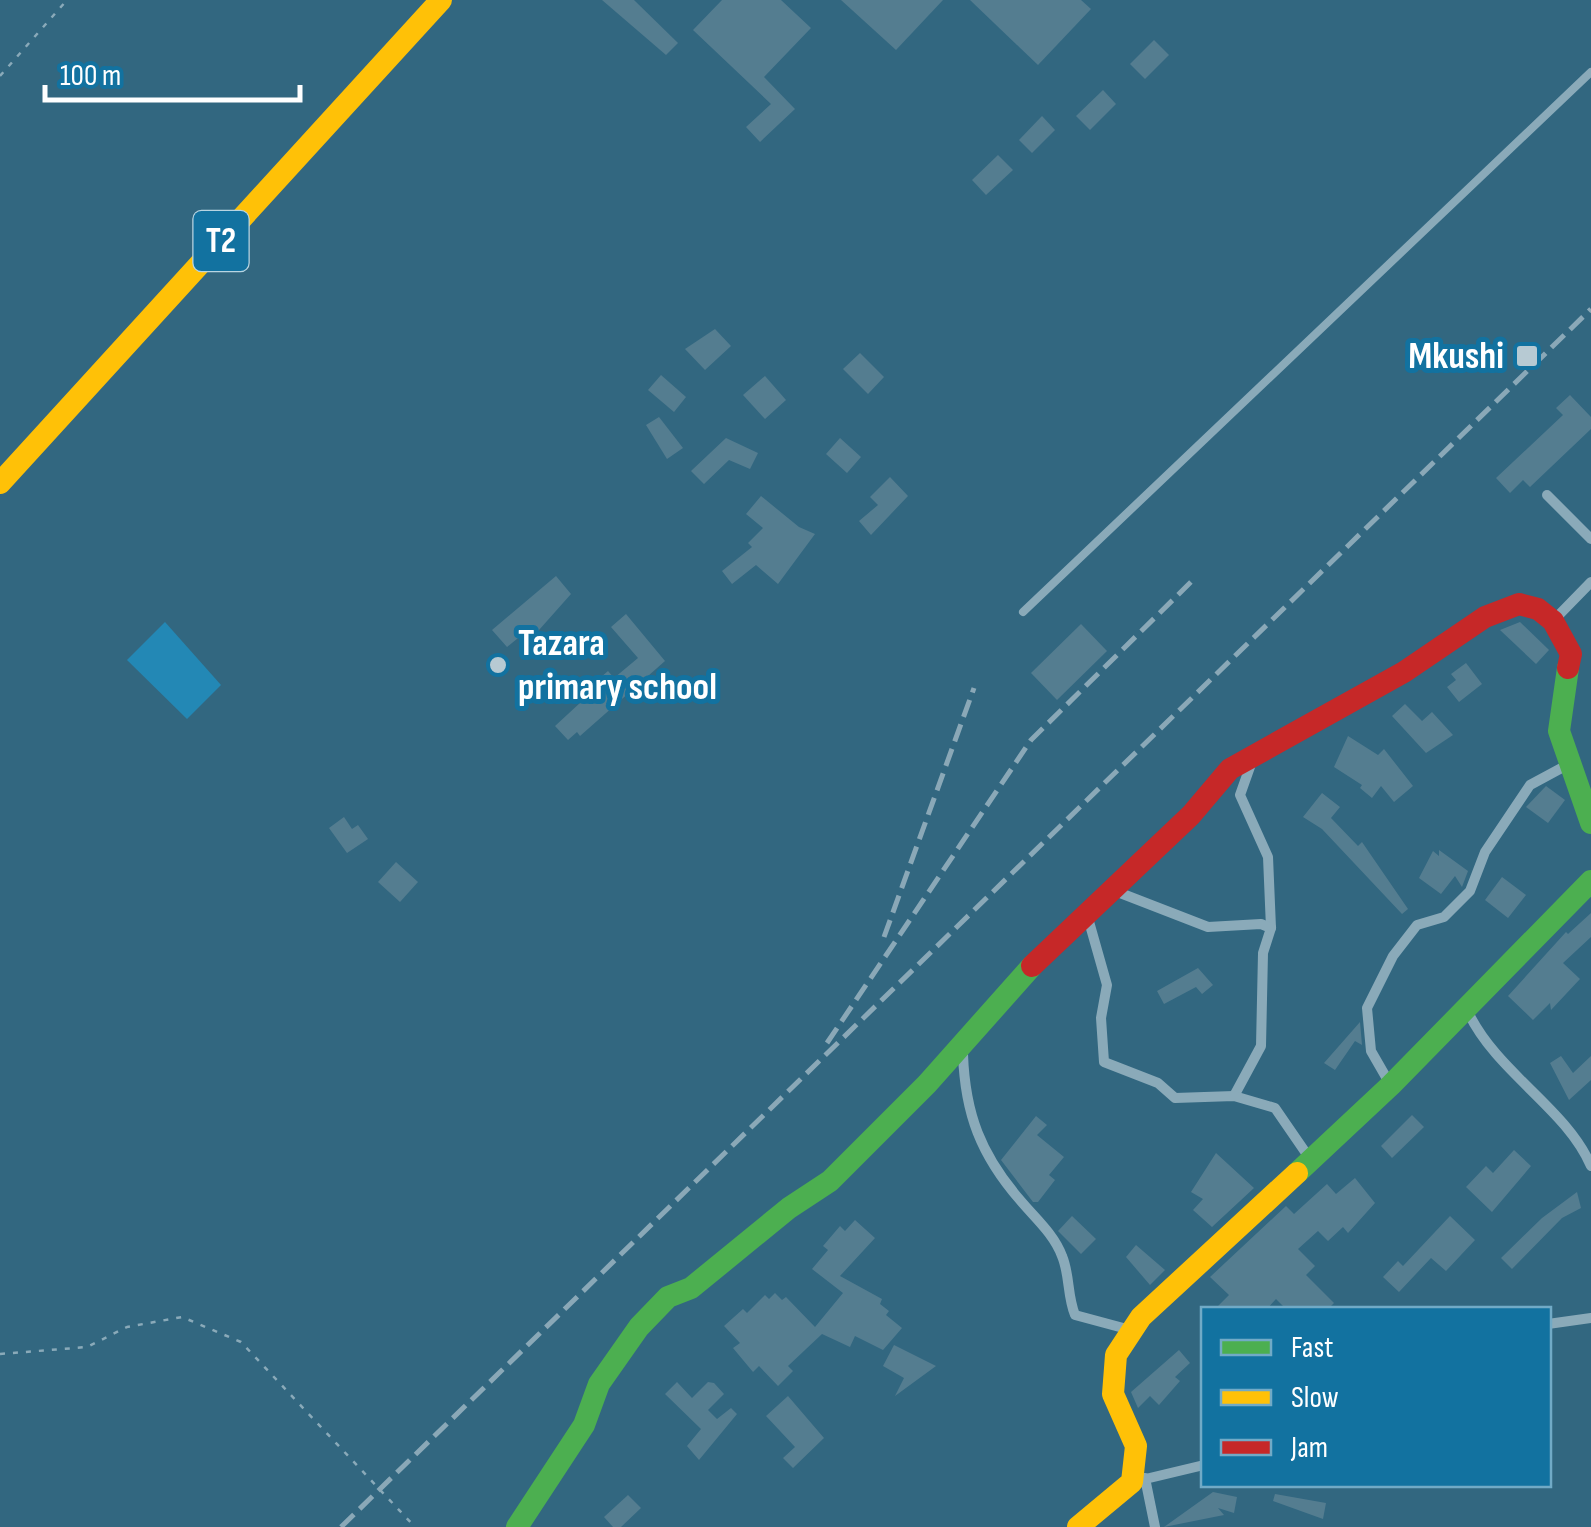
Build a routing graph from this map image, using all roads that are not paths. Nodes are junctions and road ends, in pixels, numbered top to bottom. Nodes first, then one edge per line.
1 (441, 0) edge
2 (1591, 72) edge
3 (0, 482) edge
4 (1546, 494) dead end
5 (1591, 538) edge
6 (1591, 582) edge
7 (1023, 612) dead end
8 (1554, 621) junction
9 (1254, 754) junction
10 (1568, 765) junction
11 (1591, 823) edge
12 (1591, 881) edge
13 (1110, 890) junction
14 (1086, 912) junction
15 (1271, 928) junction
16 (1468, 1002) junction
17 (962, 1043) junction
18 (1390, 1085) junction
19 (1234, 1096) junction
20 (1311, 1160) junction
21 (1591, 1166) edge
22 (1591, 1318) edge
23 (1551, 1324) edge
24 (1132, 1330) junction
25 (1201, 1466) edge
26 (1138, 1480) junction
27 (517, 1527) edge
28 (1078, 1527) edge
29 (1155, 1527) edge

1 - 3 main road, T2
2 - 7 lane
4 - 5 street
6 - 8 street
8 - 9 main road
8 - 10 main road
9 - 13 main road
9 - 15 street
10 - 11 main road
10 - 18 street
12 - 16 main road
13 - 14 main road
13 - 15 street
14 - 17 main road
14 - 19 street
15 - 19 street
16 - 18 main road
16 - 21 street
17 - 24 street
17 - 27 main road
18 - 20 main road
19 - 20 street
20 - 24 main road
22 - 23 street
24 - 26 main road
25 - 26 street
26 - 28 main road
26 - 29 street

• [HOW TO COMPLETE THIS TASK] Your answer must be an exact copy of the listing, with every picture omitted.

• [RESPONSE AREA]
Build a routing graph from this map image, using all roads that are not paths. Nodes are junctions and road ends, in pixels, numbered top to bottom. Nodes first, then one edge per line.
1 (441, 0) edge
2 (1591, 72) edge
3 (0, 482) edge
4 (1546, 494) dead end
5 (1591, 538) edge
6 (1591, 582) edge
7 (1023, 612) dead end
8 (1554, 621) junction
9 (1254, 754) junction
10 (1568, 765) junction
11 (1591, 823) edge
12 (1591, 881) edge
13 (1110, 890) junction
14 (1086, 912) junction
15 (1271, 928) junction
16 (1468, 1002) junction
17 (962, 1043) junction
18 (1390, 1085) junction
19 (1234, 1096) junction
20 (1311, 1160) junction
21 (1591, 1166) edge
22 (1591, 1318) edge
23 (1551, 1324) edge
24 (1132, 1330) junction
25 (1201, 1466) edge
26 (1138, 1480) junction
27 (517, 1527) edge
28 (1078, 1527) edge
29 (1155, 1527) edge

1 - 3 main road, T2
2 - 7 lane
4 - 5 street
6 - 8 street
8 - 9 main road
8 - 10 main road
9 - 13 main road
9 - 15 street
10 - 11 main road
10 - 18 street
12 - 16 main road
13 - 14 main road
13 - 15 street
14 - 17 main road
14 - 19 street
15 - 19 street
16 - 18 main road
16 - 21 street
17 - 24 street
17 - 27 main road
18 - 20 main road
19 - 20 street
20 - 24 main road
22 - 23 street
24 - 26 main road
25 - 26 street
26 - 28 main road
26 - 29 street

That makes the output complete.